Assigned task: Gather, from the listing beneath this task, every line holding the string "Ryan".
------------------------------------------------------------
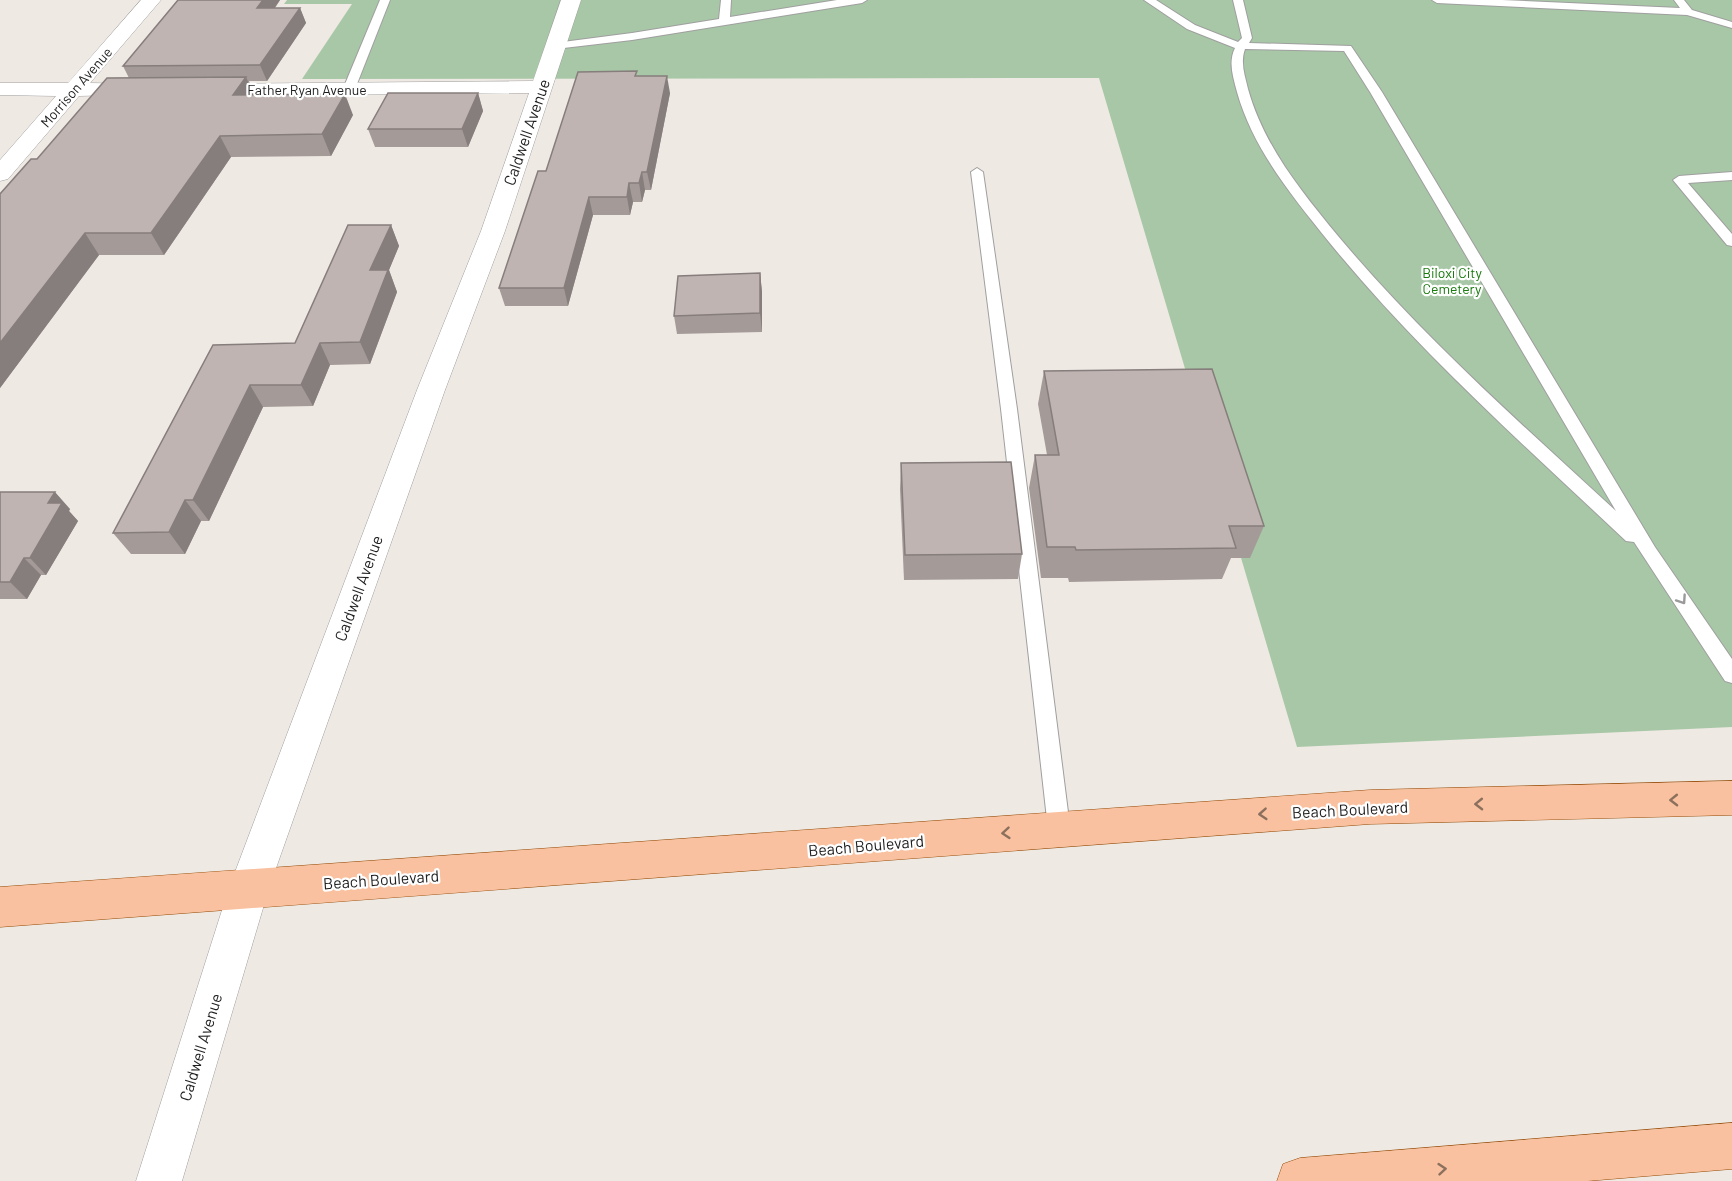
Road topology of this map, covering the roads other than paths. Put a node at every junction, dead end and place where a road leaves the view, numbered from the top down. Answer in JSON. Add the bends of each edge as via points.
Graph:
{"nodes":[{"id":1,"x":151,"y":0,"type":"edge"},
{"id":2,"x":385,"y":0,"type":"edge"},
{"id":3,"x":571,"y":0,"type":"edge"},
{"id":4,"x":726,"y":0,"type":"edge"},
{"id":5,"x":862,"y":0,"type":"edge"},
{"id":6,"x":1149,"y":0,"type":"edge"},
{"id":7,"x":1238,"y":0,"type":"edge"},
{"id":8,"x":1437,"y":0,"type":"edge"},
{"id":9,"x":1679,"y":0,"type":"edge"},
{"id":10,"x":1688,"y":12,"type":"junction"},
{"id":11,"x":724,"y":22,"type":"junction"},
{"id":12,"x":1732,"y":25,"type":"edge"},
{"id":13,"x":555,"y":46,"type":"junction"},
{"id":14,"x":1240,"y":46,"type":"junction"},
{"id":15,"x":541,"y":87,"type":"junction"},
{"id":16,"x":0,"y":89,"type":"edge"},
{"id":17,"x":349,"y":89,"type":"junction"},
{"id":18,"x":157,"y":90,"type":"edge"},
{"id":19,"x":181,"y":90,"type":"edge"},
{"id":20,"x":74,"y":91,"type":"junction"},
{"id":21,"x":977,"y":172,"type":"dead end"},
{"id":22,"x":0,"y":174,"type":"edge"},
{"id":23,"x":1732,"y":176,"type":"edge"},
{"id":24,"x":1727,"y":230,"type":"edge"},
{"id":25,"x":1732,"y":242,"type":"edge"},
{"id":26,"x":1649,"y":552,"type":"junction"},
{"id":27,"x":1732,"y":675,"type":"edge"},
{"id":28,"x":1732,"y":798,"type":"edge"},
{"id":29,"x":1059,"y":828,"type":"junction"},
{"id":30,"x":249,"y":888,"type":"junction"},
{"id":31,"x":0,"y":907,"type":"edge"},
{"id":32,"x":1732,"y":1146,"type":"edge"},
{"id":33,"x":1620,"y":1155,"type":"junction"},
{"id":34,"x":1732,"y":1167,"type":"edge"},
{"id":35,"x":159,"y":1181,"type":"edge"},
{"id":36,"x":1300,"y":1181,"type":"edge"}],
"edges":[{"from":1,"to":20,"type":"street","name":"Morrison Avenue"},
{"from":2,"to":17,"type":"lane"},
{"from":3,"to":13,"type":"street","name":"Caldwell Avenue"},
{"from":4,"to":11,"type":"lane"},
{"from":5,"to":11,"type":"lane"},
{"from":6,"to":14,"type":"lane","via":[[1191,27]]},
{"from":7,"to":14,"type":"lane","via":[[1247,38]]},
{"from":8,"to":10,"type":"lane"},
{"from":9,"to":10,"type":"lane"},
{"from":10,"to":12,"type":"lane"},
{"from":11,"to":13,"type":"lane"},
{"from":13,"to":15,"type":"street","name":"Caldwell Avenue"},
{"from":14,"to":26,"type":"lane","via":[[1235,58],[1247,109],[1276,166],[1359,272],[1430,347]]},
{"from":14,"to":26,"type":"lane","via":[[1347,48]]},
{"from":15,"to":17,"type":"street","name":"Father Ryan Avenue"},
{"from":15,"to":30,"type":"street","name":"Caldwell Avenue","via":[[493,231]]},
{"from":16,"to":20,"type":"street"},
{"from":17,"to":19,"type":"street","name":"Father Ryan Avenue"},
{"from":18,"to":20,"type":"street"},
{"from":20,"to":22,"type":"street","name":"Morrison Avenue"},
{"from":21,"to":29,"type":"lane"},
{"from":23,"to":24,"type":"lane","via":[[1679,180]]},
{"from":24,"to":25,"type":"lane"},
{"from":26,"to":27,"type":"lane","one_way":true},
{"from":28,"to":29,"type":"main road","name":"Beach Boulevard","one_way":true,"via":[[1370,807]]},
{"from":29,"to":30,"type":"main road","name":"Beach Boulevard","one_way":true,"via":[[821,849]]},
{"from":30,"to":31,"type":"main road","name":"Beach Boulevard"},
{"from":30,"to":35,"type":"street","name":"Caldwell Avenue"},
{"from":32,"to":33,"type":"main road"},
{"from":33,"to":34,"type":"lane"},
{"from":36,"to":33,"type":"main road","one_way":true}]}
------------------------------------------------------------
Response below:
{"from":15,"to":17,"type":"street","name":"Father Ryan Avenue"},
{"from":17,"to":19,"type":"street","name":"Father Ryan Avenue"},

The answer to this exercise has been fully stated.